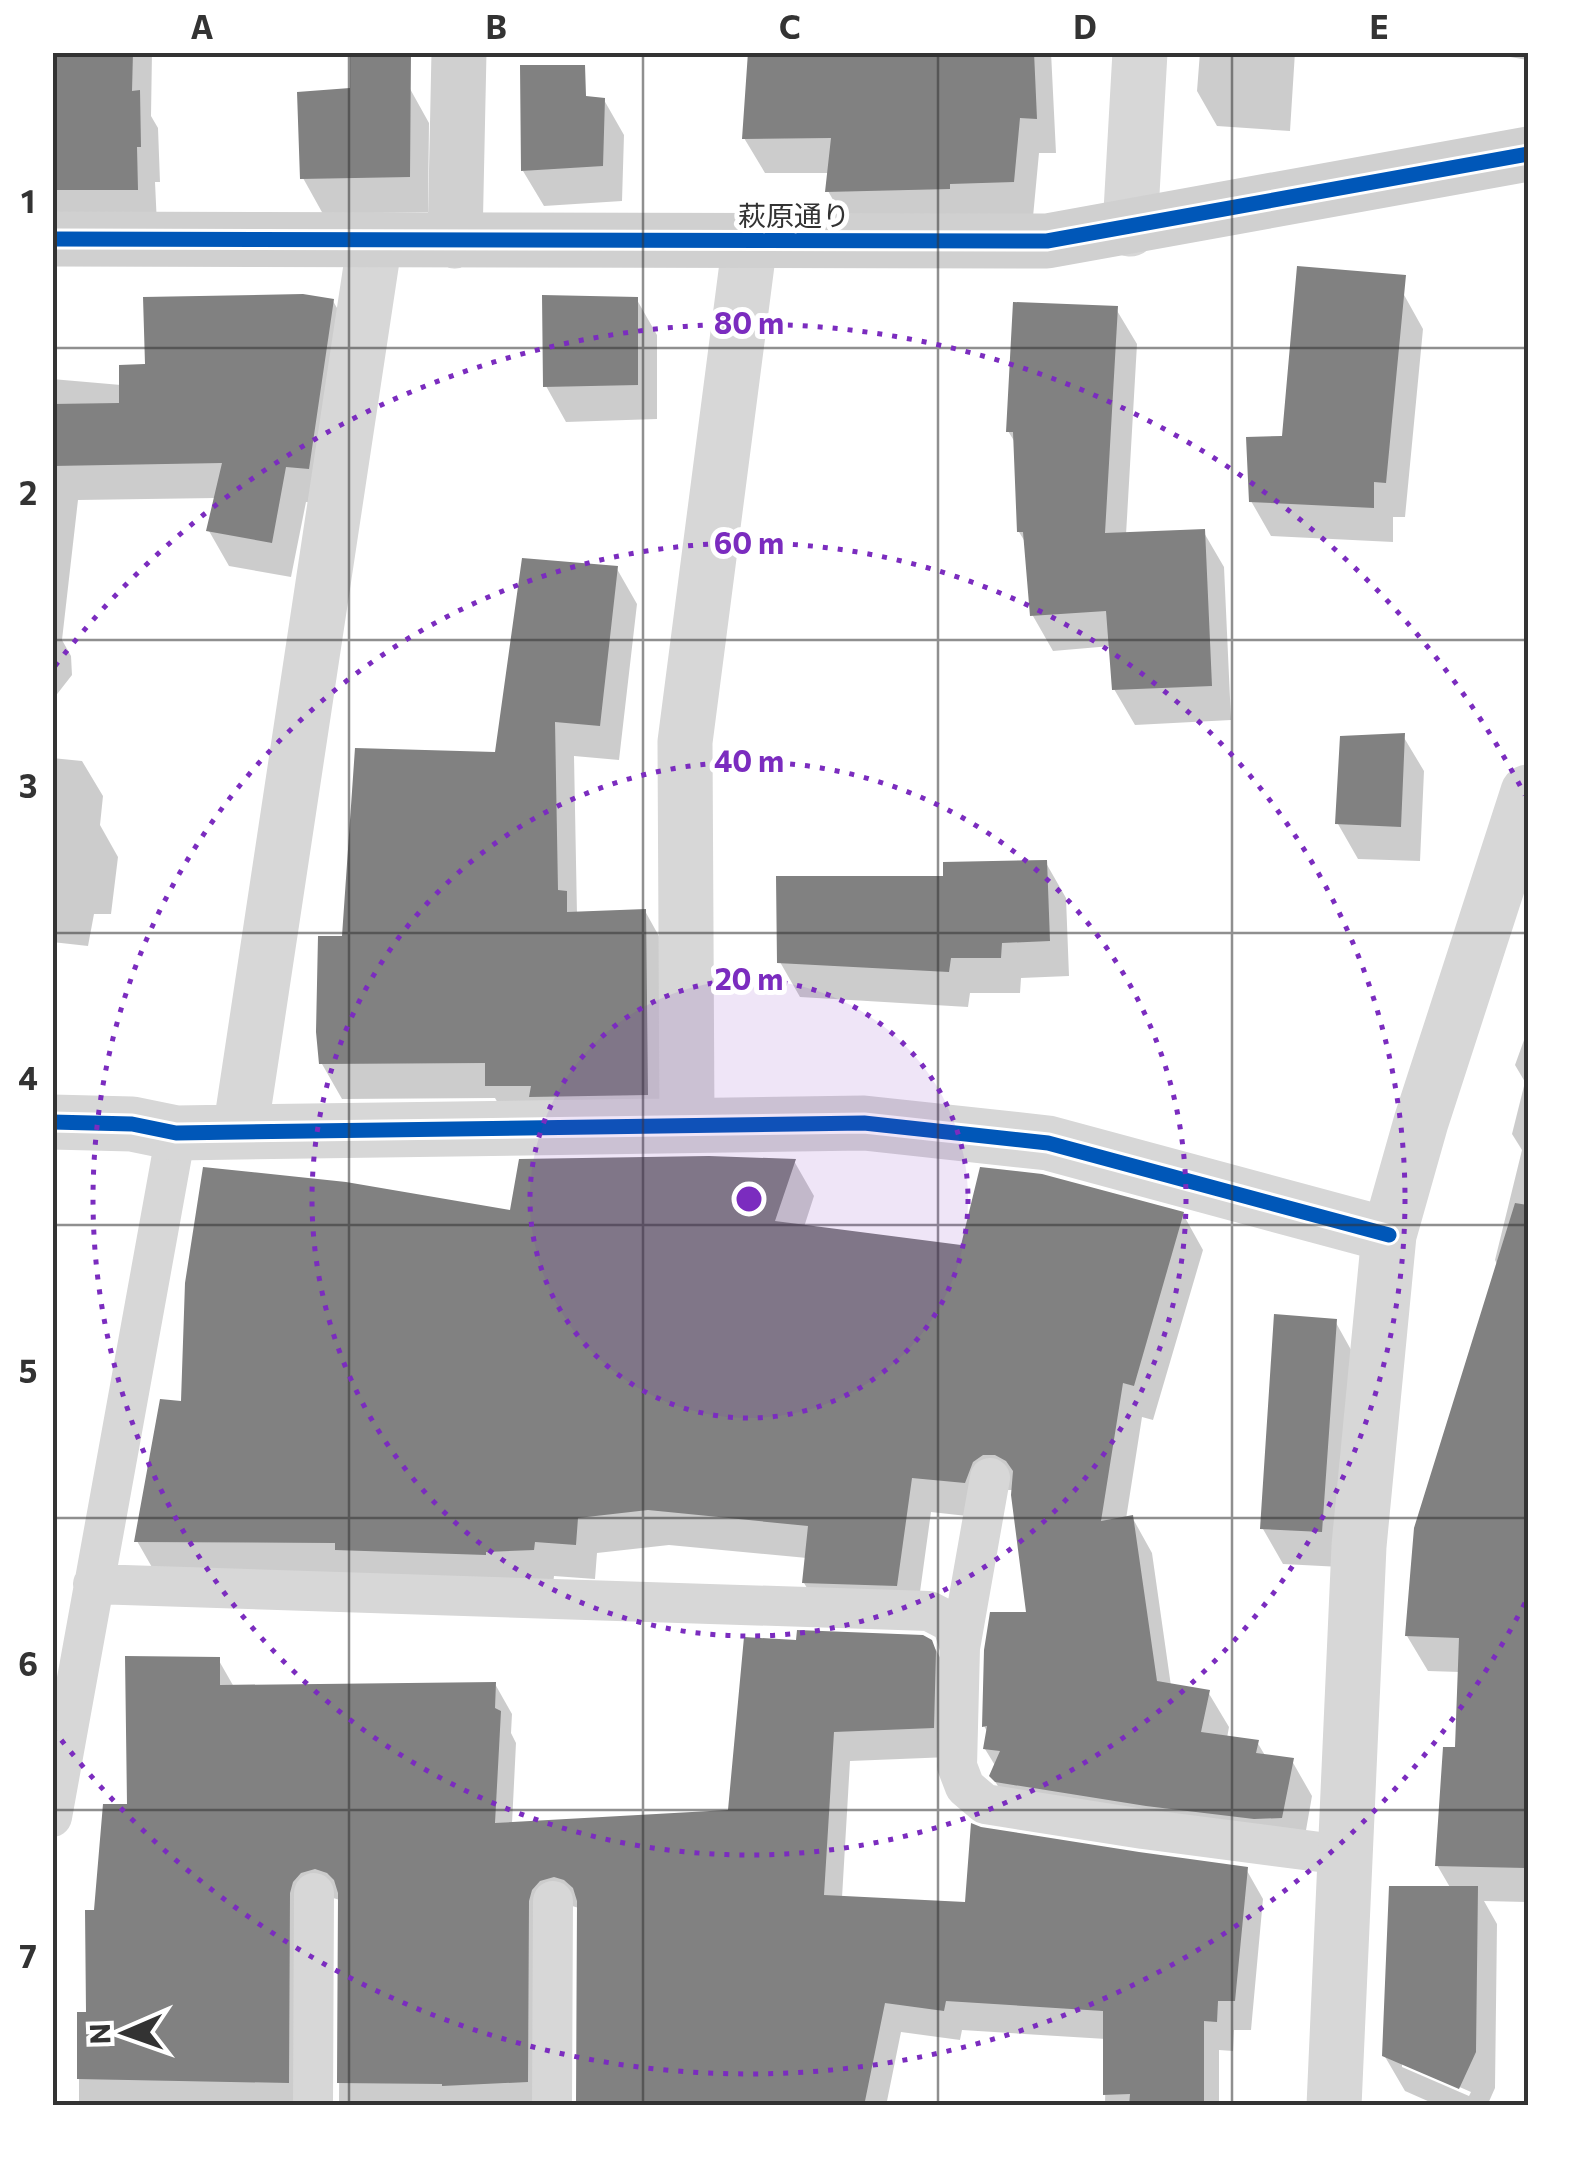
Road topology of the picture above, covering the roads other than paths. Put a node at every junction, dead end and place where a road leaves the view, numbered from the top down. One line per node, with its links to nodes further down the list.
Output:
1 (459, 52): 7 (street)
2 (1140, 52): 4 (street)
3 (1528, 154): 4 (street, 萩原通り)
4 (1130, 228): 8 (street, 萩原通り)
5 (52, 239): 6 (street, 萩原通り)
6 (375, 240): 7 (street, 萩原通り); 12 (street)
7 (456, 241): 8 (street, 萩原通り)
8 (750, 241): 11 (street)
9 (1528, 792): 14 (street)
10 (52, 1122): 13 (street)
11 (686, 1124): 12 (street); 14 (street)
12 (240, 1132): 13 (street)
13 (176, 1133): 16 (lane)
14 (1390, 1234): 19 (street)
15 (990, 1478): 17 (lane)
16 (93, 1584): 17 (lane); 18 (lane)
17 (960, 1648): 19 (lane)
18 (52, 1817)
19 (1343, 1855): 24 (street)
20 (314, 1893): 22 (lane)
21 (554, 1902): 23 (lane)
22 (313, 2106)
23 (552, 2106)
24 (1334, 2106)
####################
* What needs to be done
Repeat the data above exactly; images are not part of the copy.

* Task solution
Road topology of the picture above, covering the roads other than paths. Put a node at every junction, dead end and place where a road leaves the view, numbered from the top down. One line per node, with its links to nodes further down the list.
Output:
1 (459, 52): 7 (street)
2 (1140, 52): 4 (street)
3 (1528, 154): 4 (street, 萩原通り)
4 (1130, 228): 8 (street, 萩原通り)
5 (52, 239): 6 (street, 萩原通り)
6 (375, 240): 7 (street, 萩原通り); 12 (street)
7 (456, 241): 8 (street, 萩原通り)
8 (750, 241): 11 (street)
9 (1528, 792): 14 (street)
10 (52, 1122): 13 (street)
11 (686, 1124): 12 (street); 14 (street)
12 (240, 1132): 13 (street)
13 (176, 1133): 16 (lane)
14 (1390, 1234): 19 (street)
15 (990, 1478): 17 (lane)
16 (93, 1584): 17 (lane); 18 (lane)
17 (960, 1648): 19 (lane)
18 (52, 1817)
19 (1343, 1855): 24 (street)
20 (314, 1893): 22 (lane)
21 (554, 1902): 23 (lane)
22 (313, 2106)
23 (552, 2106)
24 (1334, 2106)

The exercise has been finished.